# Best way to protect engine electrics/cleaning



## gazzi123 (Jul 5, 2010)

Hi all,

i see people either not using anything whilst doing an engine detail and then using a PW on it (even though the battery/alternator and certain wires are bare)

as my car's battery (was stupidly designed) to be open with no cover and my alternation is easily accessed.

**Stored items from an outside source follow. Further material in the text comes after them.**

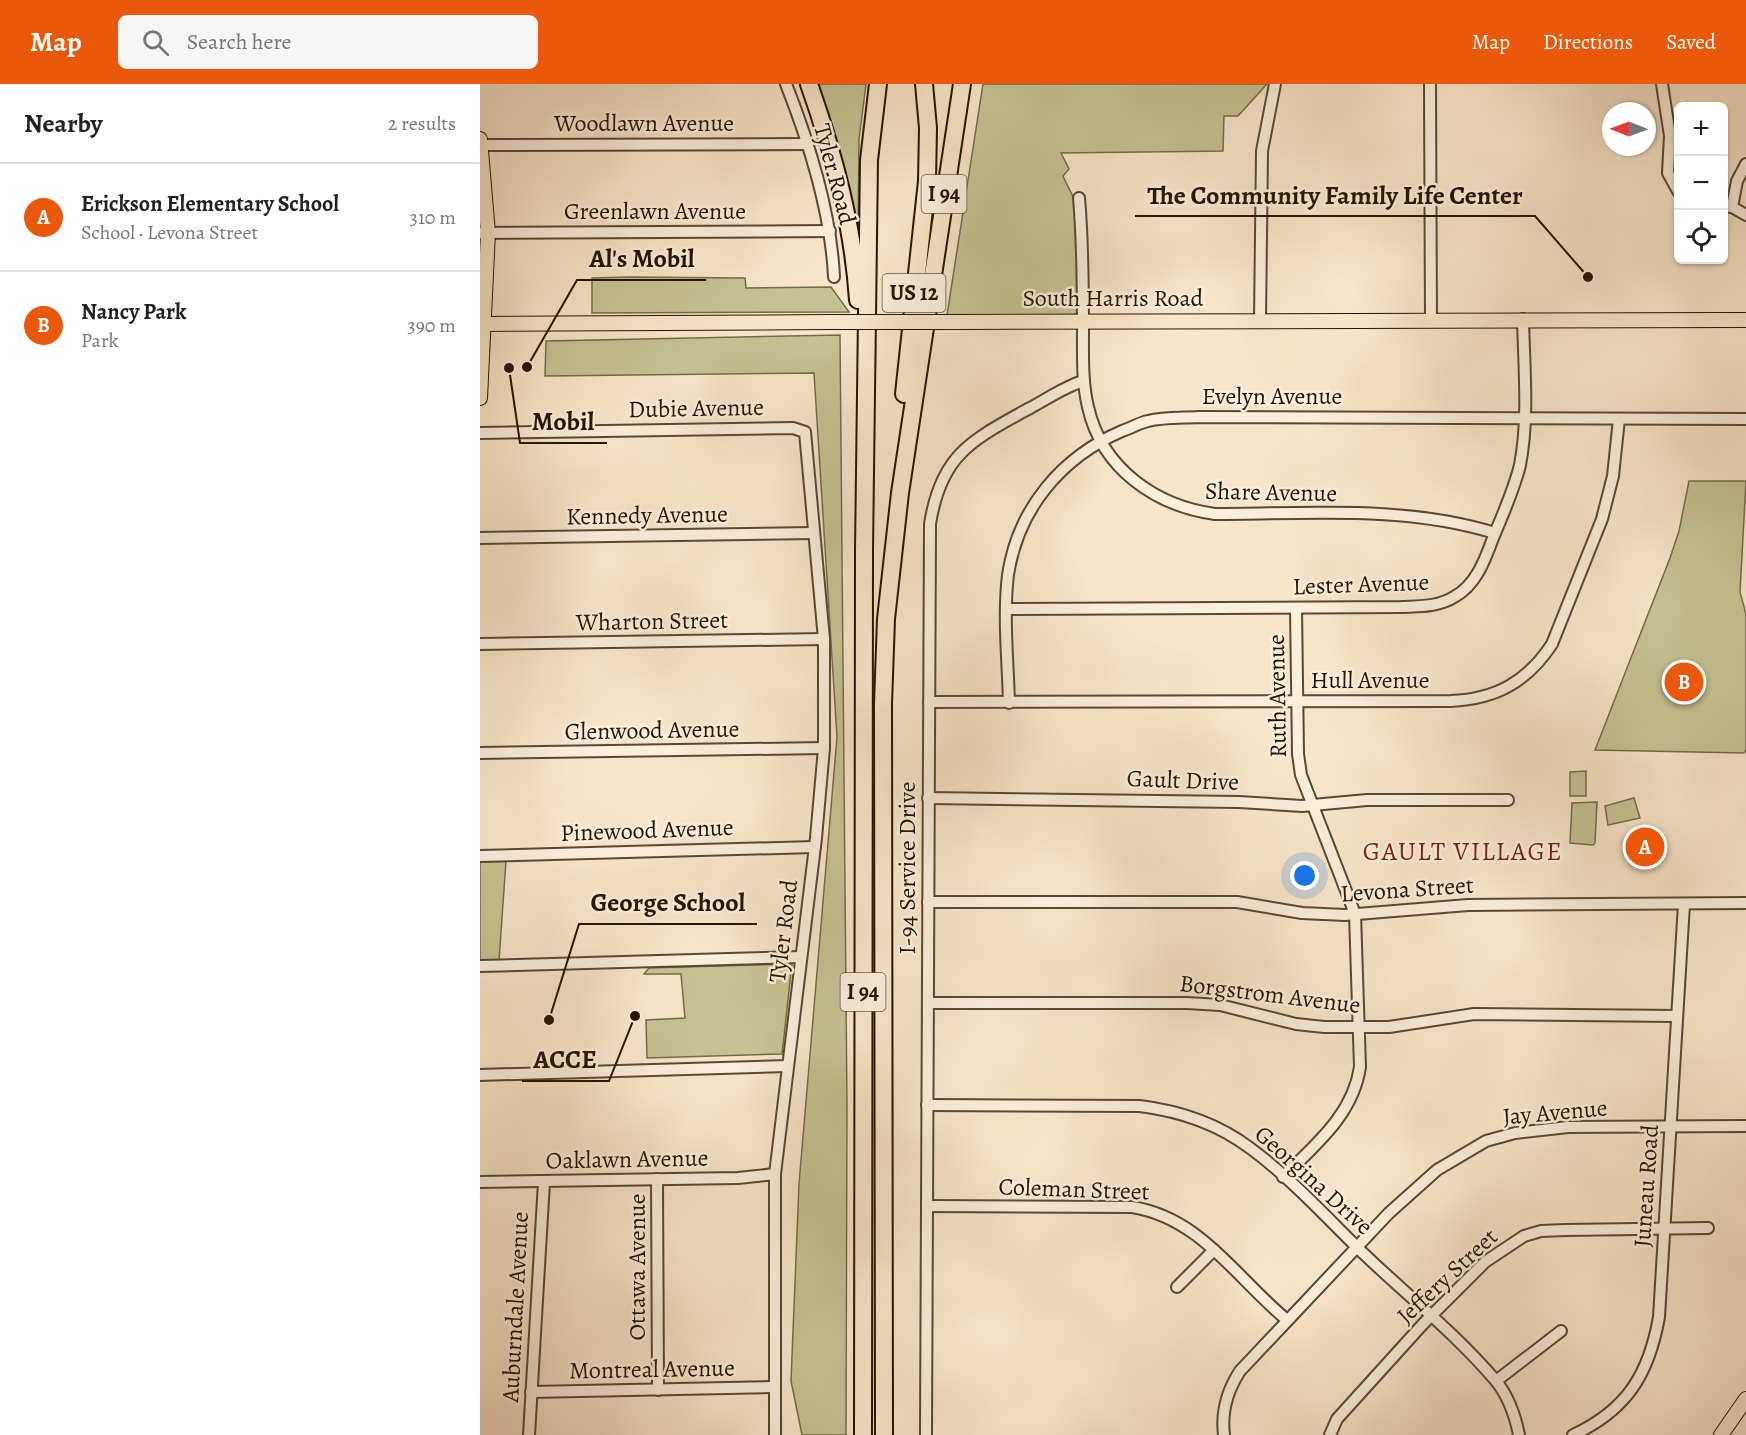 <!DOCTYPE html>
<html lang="en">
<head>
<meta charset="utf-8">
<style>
	body { margin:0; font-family:Alegreya,serif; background:#f6f6f6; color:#222 }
	.controls { position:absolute; right:18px; top:18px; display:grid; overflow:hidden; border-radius:9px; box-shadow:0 2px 4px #0004 }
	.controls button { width:54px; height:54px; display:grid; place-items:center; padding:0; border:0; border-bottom:2px solid #e0e0e0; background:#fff; color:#222; font:30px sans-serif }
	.compass { position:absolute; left:1122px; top:18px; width:54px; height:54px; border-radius:50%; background:#fff; box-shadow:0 2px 4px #0004; rotate:271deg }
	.you { position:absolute; left:825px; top:792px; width:21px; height:21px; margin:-15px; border:4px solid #fff; border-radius:50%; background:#1a73e8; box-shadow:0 0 0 9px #1a73e833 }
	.badge { display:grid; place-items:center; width:39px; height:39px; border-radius:50%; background:#ea580c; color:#fff; font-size:20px; font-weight:700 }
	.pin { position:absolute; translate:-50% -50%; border:3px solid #fff; box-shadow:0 2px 6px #0006 }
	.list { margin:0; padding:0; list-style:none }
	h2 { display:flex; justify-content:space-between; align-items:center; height:78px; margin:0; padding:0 24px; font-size:26px }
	h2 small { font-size:20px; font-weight:400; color:#767676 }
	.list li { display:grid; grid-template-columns:39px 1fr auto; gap:18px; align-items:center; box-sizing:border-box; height:108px; padding:0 24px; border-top:2px solid #e0e0e0 }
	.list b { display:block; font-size:22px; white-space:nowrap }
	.list p { margin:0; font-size:20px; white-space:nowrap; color:#767676 }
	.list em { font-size:20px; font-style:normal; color:#767676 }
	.icon { flex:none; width:33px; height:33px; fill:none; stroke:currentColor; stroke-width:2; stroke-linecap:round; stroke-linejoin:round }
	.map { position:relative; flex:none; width:1266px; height:1351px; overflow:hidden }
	header { display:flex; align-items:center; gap:36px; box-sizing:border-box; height:84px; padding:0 30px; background:#ea580c; color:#fff }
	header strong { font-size:28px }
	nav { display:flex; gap:33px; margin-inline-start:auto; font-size:21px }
	.search { width:420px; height:54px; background:#f6f6f6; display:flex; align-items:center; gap:15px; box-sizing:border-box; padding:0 21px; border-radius:9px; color:#767676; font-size:22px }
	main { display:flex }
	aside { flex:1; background:#fff }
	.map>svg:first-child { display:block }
	.green { fill:#c5c291; stroke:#746b49; stroke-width:1.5 }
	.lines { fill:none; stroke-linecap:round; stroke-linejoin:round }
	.minor-casing { stroke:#594833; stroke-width:14 }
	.major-casing { stroke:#241401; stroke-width:16 }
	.highway-casing { stroke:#241401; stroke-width:20 }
	.minor { stroke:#faeedc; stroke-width:10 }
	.major { stroke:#f8e5c9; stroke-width:14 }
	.highway { stroke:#f8e5c9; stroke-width:16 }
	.major-bridge-casing { stroke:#241401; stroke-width:16; stroke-linecap:butt }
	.major-bridge { stroke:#f8e5c9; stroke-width:14 }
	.labels { text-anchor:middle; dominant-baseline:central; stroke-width:5; stroke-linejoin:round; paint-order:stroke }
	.shield { fill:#faeedc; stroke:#645543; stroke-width:1.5 }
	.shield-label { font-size:22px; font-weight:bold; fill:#241401 }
	.street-label { font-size:24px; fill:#241401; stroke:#faeedc }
	.neighbourhood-label { font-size:26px; letter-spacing:1.5px; fill:#7a1f14; stroke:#faeedc }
	.leader { fill:none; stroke:#241401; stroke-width:2 }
	.callout-dot { fill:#241401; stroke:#faeedc; stroke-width:2 }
	.callout-label { font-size:26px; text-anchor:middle; font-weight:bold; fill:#241401; stroke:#faeedc; stroke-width:5; stroke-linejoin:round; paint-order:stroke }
</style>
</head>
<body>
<header>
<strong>Map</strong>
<div class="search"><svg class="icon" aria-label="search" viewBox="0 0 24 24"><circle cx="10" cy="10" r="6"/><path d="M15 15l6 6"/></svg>Search here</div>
<nav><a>Map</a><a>Directions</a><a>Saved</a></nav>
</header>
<main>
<aside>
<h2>Nearby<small>2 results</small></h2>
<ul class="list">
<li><span class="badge">A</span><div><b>Erickson Elementary School</b><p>School · Levona Street</p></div><em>310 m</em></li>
<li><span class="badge">B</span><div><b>Nancy Park</b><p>Park</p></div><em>390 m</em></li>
</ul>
</aside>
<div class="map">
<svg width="1266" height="1351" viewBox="0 0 1266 1351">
	<rect width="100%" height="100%" fill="#f8e5c9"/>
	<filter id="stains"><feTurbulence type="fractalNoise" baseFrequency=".00333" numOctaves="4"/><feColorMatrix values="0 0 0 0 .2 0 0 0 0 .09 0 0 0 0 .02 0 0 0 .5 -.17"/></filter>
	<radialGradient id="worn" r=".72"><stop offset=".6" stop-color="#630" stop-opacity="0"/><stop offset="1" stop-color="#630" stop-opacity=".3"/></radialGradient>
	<g class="green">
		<path d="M336,0h50l-7,55 -1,98z"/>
		<path d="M503,0h284l-29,32h-14l-1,35 -162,2 8,16 -6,7 12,25 2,13 1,98 -3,3h-128z"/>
		<path d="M151,193l114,1 1,10 85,-1 18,25 -257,1v-35z"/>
		<path d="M360,251l7,771 -1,329h-44l-11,-54 8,-197 38,-447 -23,-364 -269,3 1,-35z"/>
		<path d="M1209,397h57l-6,111 6,22v136l-2,3 -149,-3 75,-192 9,-27z"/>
		<path d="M1106,687v25h-16v-24z"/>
		<path d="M1154,714l6,20 -32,7 -3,-19z"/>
		<path d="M1117,718l-2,41 -2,2 -23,-2 2,-40z"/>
		<path d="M26,777l-7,100h-19v-99z"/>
		<path d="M312,880l-10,90 -135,4 -1,-38 39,-2 -4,-44h-37l5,-6z"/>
	</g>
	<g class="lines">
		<g class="minor-casing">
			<g id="minor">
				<path d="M306,0c24,61 45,128 48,193"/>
				<path d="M950,0l1,236"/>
				<path d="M1182,0l8,52 -2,37 10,18"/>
				<path d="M0,61l327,-1"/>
				<path d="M599,114c4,44 4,88 4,132 0,26 -1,52 5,77 14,62 68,99 127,107 93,0 190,-9 280,19"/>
				<path d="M1244,122l8,1 14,8"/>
				<path d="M1252,123l5,-26 9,-17"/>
				<path d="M0,149l350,-2"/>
				<path d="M780,236l2,-169 13,-67"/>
				<path d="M0,349l313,-5 12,4 19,207v109l-8,90 -41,336v261"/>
				<path d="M0,454l334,-5"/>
				<path d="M527,525l394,-2c19,-1 37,0 53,-10 22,-12 31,-37 39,-59 10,-24 21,-48 27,-73 9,-46 4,-99 3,-146"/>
				<path d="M0,560l344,-5"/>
				<path d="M449,618l522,-1c45,-2 76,-19 101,-57l50,-125 11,-43 6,-57"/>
				<path d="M529,619c-1,-41 -6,-87 -1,-128 10,-67 54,-118 114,-144 9,-3 17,-8 26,-10 16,-4 34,-3 50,-4l548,2"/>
				<path d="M0,669l344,-5"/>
				<path d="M448,714l311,4 63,4 65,-6h141"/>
				<path d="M0,772l335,-9"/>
				<path d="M448,818h309l65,11 43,2 123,-10 278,-2"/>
				<path d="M0,882l321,-9"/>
				<path d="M448,919h259l33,2 76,19 28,3h65l85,-13 203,2"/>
				<path d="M0,991l307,-9"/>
				<path d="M447,1021l213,1c40,5 78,18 110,42 41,30 78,71 114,106 44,42 93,81 132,127 13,16 19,34 23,54"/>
				<path d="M803,1093c32,-32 70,-62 77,-110l-5,-153 -54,-139 -3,-21 -2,-146"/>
				<path d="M177,1095l1,211"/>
				<path d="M0,1098l258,-4 37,-4"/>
				<path d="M447,1122l205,1c69,11 104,71 155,113"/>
				<path d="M697,1203l37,-37"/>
				<path d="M1016,1297l65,-50"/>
				<path d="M51,1308l243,-5"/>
				<path d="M49,1351l15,-253"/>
				<path d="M446,1351l4,-911c11,-70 42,-84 100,-116 17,-9 34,-21 53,-27"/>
				<path d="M744,1351c-3,-24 3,-44 16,-64l149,-158 48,-43 49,-29 29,-8 53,-6 178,-1"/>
				<path d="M850,1351l7,-16 86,-95 62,-62 39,-26 17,-5 24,-1 143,-2"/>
				<path d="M1093,1351c54,-25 76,-61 86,-118l25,-413"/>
			</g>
		</g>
		<g class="major-casing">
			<g id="major">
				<path d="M0,55l8,94 -8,165"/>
				<path d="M474,238l792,-2"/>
				<path d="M4,240l346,-2"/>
				<path d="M1241,1351l25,-36"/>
			</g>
		</g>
		<g class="highway-casing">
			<g id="highway">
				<path d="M329,0c25,71 44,141 49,216"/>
				<path d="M424,310l23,-213 1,-53 -4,-44"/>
				<path d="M383,1351l1,-885 5,-390 9,-76"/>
				<path d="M404,1351l-1,-731 3,-85 14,-126 62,-409"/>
			</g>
		</g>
		<use href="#minor" class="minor"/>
		<use href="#major" class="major"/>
		<use href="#highway" class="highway"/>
		<g class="major-bridge-casing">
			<path id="major-bridge" d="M350,238h124"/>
		</g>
		<use href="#major-bridge" class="major-bridge"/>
	</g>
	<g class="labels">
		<g class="shield">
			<rect x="441.5" y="91" width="45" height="38" rx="4.5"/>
			<rect x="402.5" y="190" width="63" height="38" rx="4.5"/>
			<rect x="360.5" y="889" width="45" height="38" rx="4.5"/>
		</g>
		<g class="shield-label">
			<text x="464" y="110">I 94</text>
			<text x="434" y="209">US 12</text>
			<text x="383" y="908">I 94</text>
		</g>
		<g class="street-label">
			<text x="164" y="39">Woodlawn Avenue</text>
			<text transform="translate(355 90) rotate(75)">Tyler Road</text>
			<text x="175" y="127">Greenlawn Avenue</text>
			<text x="633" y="214">South Harris Road</text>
			<text x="792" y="312">Evelyn Avenue</text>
			<text transform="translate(216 324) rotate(-1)">Dubie Avenue</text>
			<text transform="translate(791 408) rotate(1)">Share Avenue</text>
			<text transform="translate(167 431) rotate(-1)">Kennedy Avenue</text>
			<text transform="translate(881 500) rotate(-2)">Lester Avenue</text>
			<text transform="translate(172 537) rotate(-1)">Wharton Street</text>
			<text x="890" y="596">Hull Avenue</text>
			<text transform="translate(797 612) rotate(-91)">Ruth Avenue</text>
			<text transform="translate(172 646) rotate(-1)">Glenwood Avenue</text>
			<text transform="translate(703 696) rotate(2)">Gault Drive</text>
			<text transform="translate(167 746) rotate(-2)">Pinewood Avenue</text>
			<text transform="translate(427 784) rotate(-90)">I-94 Service Drive</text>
			<text transform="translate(927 805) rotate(-4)">Levona Street</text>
			<text transform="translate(303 847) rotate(-83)">Tyler Road</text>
			<text transform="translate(790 910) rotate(7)">Borgstrom Avenue</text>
			<text transform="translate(1075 1028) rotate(-5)">Jay Avenue</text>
			<text transform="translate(147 1075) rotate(-1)">Oaklawn Avenue</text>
			<text transform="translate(834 1096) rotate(42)">Georgina Drive</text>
			<text transform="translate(1166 1102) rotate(-86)">Juneau Road</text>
			<text transform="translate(594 1105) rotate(2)">Coleman Street</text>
			<text transform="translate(157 1183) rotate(-90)">Ottawa Avenue</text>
			<text transform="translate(967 1192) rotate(-43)">Jeffery Street</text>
			<text transform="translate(35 1223) rotate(-87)">Auburndale Avenue</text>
			<text transform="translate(172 1285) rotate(-1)">Montreal Avenue</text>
		</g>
		<g class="neighbourhood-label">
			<text x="983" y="767">GAULT VILLAGE</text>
		</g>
	</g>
	<path class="leader" d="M1108 193L1055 132H655M47 283L97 196H226M29 284L40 359H127M69 936L99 840H277M155 932L129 997H42"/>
	<g class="callout-dot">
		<circle cx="1108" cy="193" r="6"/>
		<circle cx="47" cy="283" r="6"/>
		<circle cx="29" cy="284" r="6"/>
		<circle cx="69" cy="936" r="6"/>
		<circle cx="155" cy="932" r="6"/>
	</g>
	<g class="callout-label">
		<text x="855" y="120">The Community Family Life Center</text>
		<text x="162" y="183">Al's Mobil</text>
		<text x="83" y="346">Mobil</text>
		<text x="188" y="827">George School</text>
		<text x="85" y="984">ACCE</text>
	</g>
	<rect width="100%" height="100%" filter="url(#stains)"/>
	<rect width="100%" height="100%" fill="url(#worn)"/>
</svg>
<div class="controls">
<button>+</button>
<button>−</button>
<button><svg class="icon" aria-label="locate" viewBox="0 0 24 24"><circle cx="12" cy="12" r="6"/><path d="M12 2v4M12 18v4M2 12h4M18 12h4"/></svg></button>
</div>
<svg class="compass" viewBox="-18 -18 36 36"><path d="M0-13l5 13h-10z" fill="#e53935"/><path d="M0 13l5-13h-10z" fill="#767676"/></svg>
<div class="you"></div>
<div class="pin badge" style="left:1165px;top:763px">A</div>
<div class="pin badge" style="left:1204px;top:598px">B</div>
</div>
</main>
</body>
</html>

what is the best things to use to put over the battery/alternator etc whilst using APC + PW?

cheers all


----------



## Phil1971 (Sep 3, 2007)

clingfilm ?


----------



## tuggers (Mar 18, 2009)

Keep the engine running and it will be ok.


----------



## Autoglym (Apr 10, 2008)

We use clingfilm here and it always does the trick.


----------



## PugIain (Jun 28, 2006)

cling film on awkward bits,and i always wrap a plastic shopping bag over the battery.


----------



## E38_ross (May 10, 2010)

cling film sounds like a good idea, but get some bilt hamber ferrosol as well for before and after.

think WD40 on steroids. cracking product.


----------



## salsheikh (Jul 5, 2010)

Autoglym UK said:


> We use clingfilm here and it always does the trick.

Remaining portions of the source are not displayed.